* [Records shown]:
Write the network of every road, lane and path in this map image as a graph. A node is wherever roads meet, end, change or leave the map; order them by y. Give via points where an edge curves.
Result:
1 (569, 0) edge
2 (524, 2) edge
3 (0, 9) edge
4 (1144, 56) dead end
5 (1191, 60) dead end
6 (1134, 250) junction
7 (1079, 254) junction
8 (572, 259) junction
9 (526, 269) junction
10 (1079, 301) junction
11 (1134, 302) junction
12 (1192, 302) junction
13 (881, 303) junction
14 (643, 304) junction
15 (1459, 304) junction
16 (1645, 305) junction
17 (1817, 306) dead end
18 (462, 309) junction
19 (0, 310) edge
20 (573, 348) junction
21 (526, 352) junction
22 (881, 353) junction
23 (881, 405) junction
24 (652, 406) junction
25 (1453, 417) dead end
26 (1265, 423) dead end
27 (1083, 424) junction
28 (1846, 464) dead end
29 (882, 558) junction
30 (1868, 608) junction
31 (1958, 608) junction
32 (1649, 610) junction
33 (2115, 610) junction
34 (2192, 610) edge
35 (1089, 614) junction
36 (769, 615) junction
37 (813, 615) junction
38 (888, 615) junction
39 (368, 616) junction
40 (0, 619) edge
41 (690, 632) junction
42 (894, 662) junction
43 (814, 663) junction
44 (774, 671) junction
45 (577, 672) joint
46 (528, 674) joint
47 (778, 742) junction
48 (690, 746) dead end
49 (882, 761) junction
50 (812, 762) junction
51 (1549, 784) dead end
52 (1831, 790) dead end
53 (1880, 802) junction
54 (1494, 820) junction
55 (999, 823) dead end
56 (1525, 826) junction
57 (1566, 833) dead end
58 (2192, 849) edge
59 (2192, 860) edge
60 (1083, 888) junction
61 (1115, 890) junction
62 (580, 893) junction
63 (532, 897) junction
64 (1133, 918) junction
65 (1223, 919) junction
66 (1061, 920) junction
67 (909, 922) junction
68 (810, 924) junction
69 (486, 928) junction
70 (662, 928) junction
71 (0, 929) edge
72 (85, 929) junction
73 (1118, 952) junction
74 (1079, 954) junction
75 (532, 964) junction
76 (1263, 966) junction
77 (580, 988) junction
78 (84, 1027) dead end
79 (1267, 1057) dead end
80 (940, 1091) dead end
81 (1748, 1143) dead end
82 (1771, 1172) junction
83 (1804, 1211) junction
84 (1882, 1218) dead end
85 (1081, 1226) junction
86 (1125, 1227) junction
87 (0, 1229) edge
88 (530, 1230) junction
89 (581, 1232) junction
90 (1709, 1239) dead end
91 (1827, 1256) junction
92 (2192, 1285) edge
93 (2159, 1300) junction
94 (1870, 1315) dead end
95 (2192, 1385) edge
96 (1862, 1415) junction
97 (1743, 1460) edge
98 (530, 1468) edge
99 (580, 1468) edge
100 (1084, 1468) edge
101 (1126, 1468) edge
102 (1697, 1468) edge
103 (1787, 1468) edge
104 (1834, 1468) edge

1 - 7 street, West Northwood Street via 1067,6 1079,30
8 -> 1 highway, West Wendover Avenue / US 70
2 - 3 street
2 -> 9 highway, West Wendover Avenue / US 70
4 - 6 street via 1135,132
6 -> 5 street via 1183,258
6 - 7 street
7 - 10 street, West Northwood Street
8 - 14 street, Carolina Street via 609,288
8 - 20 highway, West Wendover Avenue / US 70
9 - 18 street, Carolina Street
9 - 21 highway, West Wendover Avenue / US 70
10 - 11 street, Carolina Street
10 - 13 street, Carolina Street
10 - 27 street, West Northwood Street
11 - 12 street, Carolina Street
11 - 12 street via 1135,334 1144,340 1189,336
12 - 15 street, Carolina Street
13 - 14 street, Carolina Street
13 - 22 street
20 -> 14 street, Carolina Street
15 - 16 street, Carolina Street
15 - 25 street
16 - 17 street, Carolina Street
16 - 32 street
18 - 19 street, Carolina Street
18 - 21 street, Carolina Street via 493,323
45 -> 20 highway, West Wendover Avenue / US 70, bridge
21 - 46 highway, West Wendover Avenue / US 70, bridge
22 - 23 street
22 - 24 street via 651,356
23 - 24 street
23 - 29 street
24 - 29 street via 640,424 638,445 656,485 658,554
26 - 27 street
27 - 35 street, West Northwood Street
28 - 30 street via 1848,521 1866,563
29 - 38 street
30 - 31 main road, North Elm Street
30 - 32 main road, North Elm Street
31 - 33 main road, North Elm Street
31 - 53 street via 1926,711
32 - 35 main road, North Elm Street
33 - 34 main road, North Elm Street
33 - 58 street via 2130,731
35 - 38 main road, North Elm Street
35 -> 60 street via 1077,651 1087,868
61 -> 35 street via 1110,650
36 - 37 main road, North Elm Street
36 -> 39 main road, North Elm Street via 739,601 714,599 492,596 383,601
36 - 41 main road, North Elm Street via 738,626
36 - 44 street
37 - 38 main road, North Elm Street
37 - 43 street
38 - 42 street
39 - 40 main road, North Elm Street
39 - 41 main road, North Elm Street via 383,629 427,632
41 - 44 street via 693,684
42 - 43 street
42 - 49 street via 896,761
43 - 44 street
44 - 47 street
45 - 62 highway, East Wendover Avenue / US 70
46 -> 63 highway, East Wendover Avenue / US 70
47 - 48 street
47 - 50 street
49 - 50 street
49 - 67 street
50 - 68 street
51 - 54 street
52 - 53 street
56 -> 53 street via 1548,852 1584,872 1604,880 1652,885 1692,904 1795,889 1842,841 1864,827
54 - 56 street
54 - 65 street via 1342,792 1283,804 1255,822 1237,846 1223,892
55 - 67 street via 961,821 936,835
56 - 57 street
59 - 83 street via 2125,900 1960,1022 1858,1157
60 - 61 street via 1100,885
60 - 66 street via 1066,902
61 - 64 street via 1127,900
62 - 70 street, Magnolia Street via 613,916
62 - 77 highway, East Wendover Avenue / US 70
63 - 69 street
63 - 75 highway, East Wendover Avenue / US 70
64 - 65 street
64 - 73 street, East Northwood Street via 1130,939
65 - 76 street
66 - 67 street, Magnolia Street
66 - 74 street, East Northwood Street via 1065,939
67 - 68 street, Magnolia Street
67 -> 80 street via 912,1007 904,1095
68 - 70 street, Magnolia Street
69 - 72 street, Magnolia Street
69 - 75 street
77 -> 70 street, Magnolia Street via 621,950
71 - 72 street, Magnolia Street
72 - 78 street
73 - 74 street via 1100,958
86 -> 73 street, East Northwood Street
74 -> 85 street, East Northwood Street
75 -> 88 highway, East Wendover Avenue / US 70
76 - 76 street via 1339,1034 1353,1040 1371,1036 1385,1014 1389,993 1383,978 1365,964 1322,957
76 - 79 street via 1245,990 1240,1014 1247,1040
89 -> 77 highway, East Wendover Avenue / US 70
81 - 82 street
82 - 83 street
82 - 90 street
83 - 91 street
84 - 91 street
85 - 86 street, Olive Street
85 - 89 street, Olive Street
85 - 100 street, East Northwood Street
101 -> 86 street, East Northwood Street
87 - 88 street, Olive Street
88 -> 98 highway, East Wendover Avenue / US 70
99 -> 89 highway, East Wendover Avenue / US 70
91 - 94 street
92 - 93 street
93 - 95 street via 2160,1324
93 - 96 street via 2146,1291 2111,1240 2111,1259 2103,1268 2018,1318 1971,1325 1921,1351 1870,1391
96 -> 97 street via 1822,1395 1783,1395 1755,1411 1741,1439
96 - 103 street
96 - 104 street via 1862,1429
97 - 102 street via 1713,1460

* [What the task requires]: Your task is to repeat each of the records above exactly.

* [Problem solution]:
Write the network of every road, lane and path in this map image as a graph. A node is wherever roads meet, end, change or leave the map; order them by y. Give via points where an edge curves.
Result:
1 (569, 0) edge
2 (524, 2) edge
3 (0, 9) edge
4 (1144, 56) dead end
5 (1191, 60) dead end
6 (1134, 250) junction
7 (1079, 254) junction
8 (572, 259) junction
9 (526, 269) junction
10 (1079, 301) junction
11 (1134, 302) junction
12 (1192, 302) junction
13 (881, 303) junction
14 (643, 304) junction
15 (1459, 304) junction
16 (1645, 305) junction
17 (1817, 306) dead end
18 (462, 309) junction
19 (0, 310) edge
20 (573, 348) junction
21 (526, 352) junction
22 (881, 353) junction
23 (881, 405) junction
24 (652, 406) junction
25 (1453, 417) dead end
26 (1265, 423) dead end
27 (1083, 424) junction
28 (1846, 464) dead end
29 (882, 558) junction
30 (1868, 608) junction
31 (1958, 608) junction
32 (1649, 610) junction
33 (2115, 610) junction
34 (2192, 610) edge
35 (1089, 614) junction
36 (769, 615) junction
37 (813, 615) junction
38 (888, 615) junction
39 (368, 616) junction
40 (0, 619) edge
41 (690, 632) junction
42 (894, 662) junction
43 (814, 663) junction
44 (774, 671) junction
45 (577, 672) joint
46 (528, 674) joint
47 (778, 742) junction
48 (690, 746) dead end
49 (882, 761) junction
50 (812, 762) junction
51 (1549, 784) dead end
52 (1831, 790) dead end
53 (1880, 802) junction
54 (1494, 820) junction
55 (999, 823) dead end
56 (1525, 826) junction
57 (1566, 833) dead end
58 (2192, 849) edge
59 (2192, 860) edge
60 (1083, 888) junction
61 (1115, 890) junction
62 (580, 893) junction
63 (532, 897) junction
64 (1133, 918) junction
65 (1223, 919) junction
66 (1061, 920) junction
67 (909, 922) junction
68 (810, 924) junction
69 (486, 928) junction
70 (662, 928) junction
71 (0, 929) edge
72 (85, 929) junction
73 (1118, 952) junction
74 (1079, 954) junction
75 (532, 964) junction
76 (1263, 966) junction
77 (580, 988) junction
78 (84, 1027) dead end
79 (1267, 1057) dead end
80 (940, 1091) dead end
81 (1748, 1143) dead end
82 (1771, 1172) junction
83 (1804, 1211) junction
84 (1882, 1218) dead end
85 (1081, 1226) junction
86 (1125, 1227) junction
87 (0, 1229) edge
88 (530, 1230) junction
89 (581, 1232) junction
90 (1709, 1239) dead end
91 (1827, 1256) junction
92 (2192, 1285) edge
93 (2159, 1300) junction
94 (1870, 1315) dead end
95 (2192, 1385) edge
96 (1862, 1415) junction
97 (1743, 1460) edge
98 (530, 1468) edge
99 (580, 1468) edge
100 (1084, 1468) edge
101 (1126, 1468) edge
102 (1697, 1468) edge
103 (1787, 1468) edge
104 (1834, 1468) edge

1 - 7 street, West Northwood Street via 1067,6 1079,30
8 -> 1 highway, West Wendover Avenue / US 70
2 - 3 street
2 -> 9 highway, West Wendover Avenue / US 70
4 - 6 street via 1135,132
6 -> 5 street via 1183,258
6 - 7 street
7 - 10 street, West Northwood Street
8 - 14 street, Carolina Street via 609,288
8 - 20 highway, West Wendover Avenue / US 70
9 - 18 street, Carolina Street
9 - 21 highway, West Wendover Avenue / US 70
10 - 11 street, Carolina Street
10 - 13 street, Carolina Street
10 - 27 street, West Northwood Street
11 - 12 street, Carolina Street
11 - 12 street via 1135,334 1144,340 1189,336
12 - 15 street, Carolina Street
13 - 14 street, Carolina Street
13 - 22 street
20 -> 14 street, Carolina Street
15 - 16 street, Carolina Street
15 - 25 street
16 - 17 street, Carolina Street
16 - 32 street
18 - 19 street, Carolina Street
18 - 21 street, Carolina Street via 493,323
45 -> 20 highway, West Wendover Avenue / US 70, bridge
21 - 46 highway, West Wendover Avenue / US 70, bridge
22 - 23 street
22 - 24 street via 651,356
23 - 24 street
23 - 29 street
24 - 29 street via 640,424 638,445 656,485 658,554
26 - 27 street
27 - 35 street, West Northwood Street
28 - 30 street via 1848,521 1866,563
29 - 38 street
30 - 31 main road, North Elm Street
30 - 32 main road, North Elm Street
31 - 33 main road, North Elm Street
31 - 53 street via 1926,711
32 - 35 main road, North Elm Street
33 - 34 main road, North Elm Street
33 - 58 street via 2130,731
35 - 38 main road, North Elm Street
35 -> 60 street via 1077,651 1087,868
61 -> 35 street via 1110,650
36 - 37 main road, North Elm Street
36 -> 39 main road, North Elm Street via 739,601 714,599 492,596 383,601
36 - 41 main road, North Elm Street via 738,626
36 - 44 street
37 - 38 main road, North Elm Street
37 - 43 street
38 - 42 street
39 - 40 main road, North Elm Street
39 - 41 main road, North Elm Street via 383,629 427,632
41 - 44 street via 693,684
42 - 43 street
42 - 49 street via 896,761
43 - 44 street
44 - 47 street
45 - 62 highway, East Wendover Avenue / US 70
46 -> 63 highway, East Wendover Avenue / US 70
47 - 48 street
47 - 50 street
49 - 50 street
49 - 67 street
50 - 68 street
51 - 54 street
52 - 53 street
56 -> 53 street via 1548,852 1584,872 1604,880 1652,885 1692,904 1795,889 1842,841 1864,827
54 - 56 street
54 - 65 street via 1342,792 1283,804 1255,822 1237,846 1223,892
55 - 67 street via 961,821 936,835
56 - 57 street
59 - 83 street via 2125,900 1960,1022 1858,1157
60 - 61 street via 1100,885
60 - 66 street via 1066,902
61 - 64 street via 1127,900
62 - 70 street, Magnolia Street via 613,916
62 - 77 highway, East Wendover Avenue / US 70
63 - 69 street
63 - 75 highway, East Wendover Avenue / US 70
64 - 65 street
64 - 73 street, East Northwood Street via 1130,939
65 - 76 street
66 - 67 street, Magnolia Street
66 - 74 street, East Northwood Street via 1065,939
67 - 68 street, Magnolia Street
67 -> 80 street via 912,1007 904,1095
68 - 70 street, Magnolia Street
69 - 72 street, Magnolia Street
69 - 75 street
77 -> 70 street, Magnolia Street via 621,950
71 - 72 street, Magnolia Street
72 - 78 street
73 - 74 street via 1100,958
86 -> 73 street, East Northwood Street
74 -> 85 street, East Northwood Street
75 -> 88 highway, East Wendover Avenue / US 70
76 - 76 street via 1339,1034 1353,1040 1371,1036 1385,1014 1389,993 1383,978 1365,964 1322,957
76 - 79 street via 1245,990 1240,1014 1247,1040
89 -> 77 highway, East Wendover Avenue / US 70
81 - 82 street
82 - 83 street
82 - 90 street
83 - 91 street
84 - 91 street
85 - 86 street, Olive Street
85 - 89 street, Olive Street
85 - 100 street, East Northwood Street
101 -> 86 street, East Northwood Street
87 - 88 street, Olive Street
88 -> 98 highway, East Wendover Avenue / US 70
99 -> 89 highway, East Wendover Avenue / US 70
91 - 94 street
92 - 93 street
93 - 95 street via 2160,1324
93 - 96 street via 2146,1291 2111,1240 2111,1259 2103,1268 2018,1318 1971,1325 1921,1351 1870,1391
96 -> 97 street via 1822,1395 1783,1395 1755,1411 1741,1439
96 - 103 street
96 - 104 street via 1862,1429
97 - 102 street via 1713,1460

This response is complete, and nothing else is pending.